Brief: All lines in the records below with the word "dead" must be returned.

[[ Source material, beginning ]]

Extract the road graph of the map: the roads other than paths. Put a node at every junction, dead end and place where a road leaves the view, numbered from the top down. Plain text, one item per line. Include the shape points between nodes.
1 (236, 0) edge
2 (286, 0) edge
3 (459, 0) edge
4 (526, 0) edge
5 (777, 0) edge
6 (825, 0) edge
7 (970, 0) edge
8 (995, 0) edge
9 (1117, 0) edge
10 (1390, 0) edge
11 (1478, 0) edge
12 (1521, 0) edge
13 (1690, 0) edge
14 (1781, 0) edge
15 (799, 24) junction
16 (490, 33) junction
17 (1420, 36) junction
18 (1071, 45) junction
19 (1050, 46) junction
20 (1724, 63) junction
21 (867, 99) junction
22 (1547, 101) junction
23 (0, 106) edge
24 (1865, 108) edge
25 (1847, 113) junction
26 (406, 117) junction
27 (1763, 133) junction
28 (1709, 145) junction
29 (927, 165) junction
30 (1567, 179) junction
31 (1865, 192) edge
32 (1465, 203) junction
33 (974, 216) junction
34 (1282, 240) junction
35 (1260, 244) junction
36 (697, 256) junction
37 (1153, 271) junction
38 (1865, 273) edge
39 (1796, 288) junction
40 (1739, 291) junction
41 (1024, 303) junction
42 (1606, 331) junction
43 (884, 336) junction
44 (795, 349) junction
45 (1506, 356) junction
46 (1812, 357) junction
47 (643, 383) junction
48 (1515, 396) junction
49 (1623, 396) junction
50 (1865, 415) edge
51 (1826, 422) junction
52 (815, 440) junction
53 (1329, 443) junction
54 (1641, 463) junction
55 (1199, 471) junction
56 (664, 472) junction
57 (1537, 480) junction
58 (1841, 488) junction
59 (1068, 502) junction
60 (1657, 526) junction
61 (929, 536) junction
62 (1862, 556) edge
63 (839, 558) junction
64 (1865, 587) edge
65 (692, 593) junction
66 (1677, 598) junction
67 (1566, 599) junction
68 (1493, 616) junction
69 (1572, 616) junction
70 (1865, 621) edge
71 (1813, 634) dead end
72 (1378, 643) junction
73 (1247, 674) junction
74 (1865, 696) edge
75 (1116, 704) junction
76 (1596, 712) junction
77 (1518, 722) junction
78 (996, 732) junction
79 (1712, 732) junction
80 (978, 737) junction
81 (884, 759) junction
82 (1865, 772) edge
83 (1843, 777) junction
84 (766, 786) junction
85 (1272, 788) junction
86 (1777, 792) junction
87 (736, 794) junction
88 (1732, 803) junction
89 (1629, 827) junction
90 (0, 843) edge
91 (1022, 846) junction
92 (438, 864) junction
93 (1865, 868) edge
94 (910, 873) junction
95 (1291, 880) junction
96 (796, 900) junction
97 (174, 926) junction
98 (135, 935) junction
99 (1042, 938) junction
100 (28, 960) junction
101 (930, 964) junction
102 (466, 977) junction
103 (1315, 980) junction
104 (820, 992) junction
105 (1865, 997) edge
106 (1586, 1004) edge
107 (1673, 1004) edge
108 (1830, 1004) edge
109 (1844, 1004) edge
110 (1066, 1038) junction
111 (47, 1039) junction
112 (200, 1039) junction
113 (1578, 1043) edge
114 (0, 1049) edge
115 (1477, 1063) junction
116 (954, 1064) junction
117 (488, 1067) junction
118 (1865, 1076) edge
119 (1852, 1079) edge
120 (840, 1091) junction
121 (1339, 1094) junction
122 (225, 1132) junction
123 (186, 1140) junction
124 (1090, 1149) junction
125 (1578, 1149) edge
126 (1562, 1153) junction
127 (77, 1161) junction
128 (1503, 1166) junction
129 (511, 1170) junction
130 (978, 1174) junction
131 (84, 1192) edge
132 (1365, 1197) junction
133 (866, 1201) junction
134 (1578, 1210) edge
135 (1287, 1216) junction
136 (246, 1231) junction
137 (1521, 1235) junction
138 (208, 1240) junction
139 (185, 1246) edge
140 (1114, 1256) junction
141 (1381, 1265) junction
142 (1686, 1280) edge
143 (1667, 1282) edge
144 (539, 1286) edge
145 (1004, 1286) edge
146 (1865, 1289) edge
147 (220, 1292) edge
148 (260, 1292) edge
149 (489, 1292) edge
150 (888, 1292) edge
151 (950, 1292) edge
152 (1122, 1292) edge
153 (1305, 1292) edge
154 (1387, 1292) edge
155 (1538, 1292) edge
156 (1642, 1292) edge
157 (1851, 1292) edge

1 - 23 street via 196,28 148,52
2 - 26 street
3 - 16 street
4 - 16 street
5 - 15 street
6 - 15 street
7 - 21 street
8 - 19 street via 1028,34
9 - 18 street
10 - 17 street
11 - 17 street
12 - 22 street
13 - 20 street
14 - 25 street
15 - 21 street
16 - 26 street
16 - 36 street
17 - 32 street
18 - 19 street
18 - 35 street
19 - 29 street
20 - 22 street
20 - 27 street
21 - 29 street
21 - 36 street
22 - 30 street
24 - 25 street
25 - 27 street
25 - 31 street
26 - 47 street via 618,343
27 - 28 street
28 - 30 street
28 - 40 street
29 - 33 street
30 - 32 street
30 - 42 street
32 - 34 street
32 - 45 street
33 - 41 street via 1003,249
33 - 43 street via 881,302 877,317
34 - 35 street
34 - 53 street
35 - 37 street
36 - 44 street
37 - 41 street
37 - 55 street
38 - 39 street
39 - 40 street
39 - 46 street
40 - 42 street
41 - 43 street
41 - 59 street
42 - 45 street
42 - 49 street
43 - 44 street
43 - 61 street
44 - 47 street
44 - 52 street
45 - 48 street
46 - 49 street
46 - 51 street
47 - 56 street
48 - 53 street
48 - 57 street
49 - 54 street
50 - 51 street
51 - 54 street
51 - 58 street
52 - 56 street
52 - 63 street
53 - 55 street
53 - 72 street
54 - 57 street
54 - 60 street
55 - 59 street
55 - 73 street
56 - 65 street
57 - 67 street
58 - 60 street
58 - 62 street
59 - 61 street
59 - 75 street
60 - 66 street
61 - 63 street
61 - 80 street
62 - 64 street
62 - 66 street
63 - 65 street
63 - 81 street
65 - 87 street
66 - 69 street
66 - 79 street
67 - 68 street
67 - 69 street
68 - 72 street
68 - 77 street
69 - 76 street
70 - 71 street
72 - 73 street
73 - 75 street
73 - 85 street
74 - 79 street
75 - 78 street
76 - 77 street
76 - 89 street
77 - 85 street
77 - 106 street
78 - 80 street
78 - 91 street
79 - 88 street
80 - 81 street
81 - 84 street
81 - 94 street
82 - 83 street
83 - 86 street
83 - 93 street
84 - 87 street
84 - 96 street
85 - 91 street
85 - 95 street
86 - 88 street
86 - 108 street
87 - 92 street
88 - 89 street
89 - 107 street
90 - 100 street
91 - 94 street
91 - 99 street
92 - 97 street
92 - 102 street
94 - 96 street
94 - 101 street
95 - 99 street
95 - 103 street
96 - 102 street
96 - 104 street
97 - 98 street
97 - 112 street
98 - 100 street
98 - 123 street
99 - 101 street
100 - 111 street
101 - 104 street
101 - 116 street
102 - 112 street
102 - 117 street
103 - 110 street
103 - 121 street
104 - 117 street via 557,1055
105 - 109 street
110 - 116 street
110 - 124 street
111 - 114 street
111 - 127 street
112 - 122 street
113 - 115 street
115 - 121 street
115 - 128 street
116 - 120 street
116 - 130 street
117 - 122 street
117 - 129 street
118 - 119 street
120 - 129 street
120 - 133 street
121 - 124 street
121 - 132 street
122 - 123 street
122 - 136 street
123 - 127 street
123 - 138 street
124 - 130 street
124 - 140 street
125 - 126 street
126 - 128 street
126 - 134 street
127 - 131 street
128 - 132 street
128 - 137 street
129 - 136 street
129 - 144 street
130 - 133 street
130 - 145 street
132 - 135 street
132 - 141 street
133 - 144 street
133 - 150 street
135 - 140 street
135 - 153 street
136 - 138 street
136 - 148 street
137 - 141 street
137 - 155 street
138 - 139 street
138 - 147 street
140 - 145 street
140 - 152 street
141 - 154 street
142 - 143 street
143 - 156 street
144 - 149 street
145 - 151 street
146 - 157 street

[[ Source material, end ]]

Exercise solution:
Extract the road graph of the map: the roads other than paths. Put a node at every junction, dead end and place where a road leaves the view, numbered from the top down. Plain text, one item per line. Include the shape points between nodes.
71 (1813, 634) dead end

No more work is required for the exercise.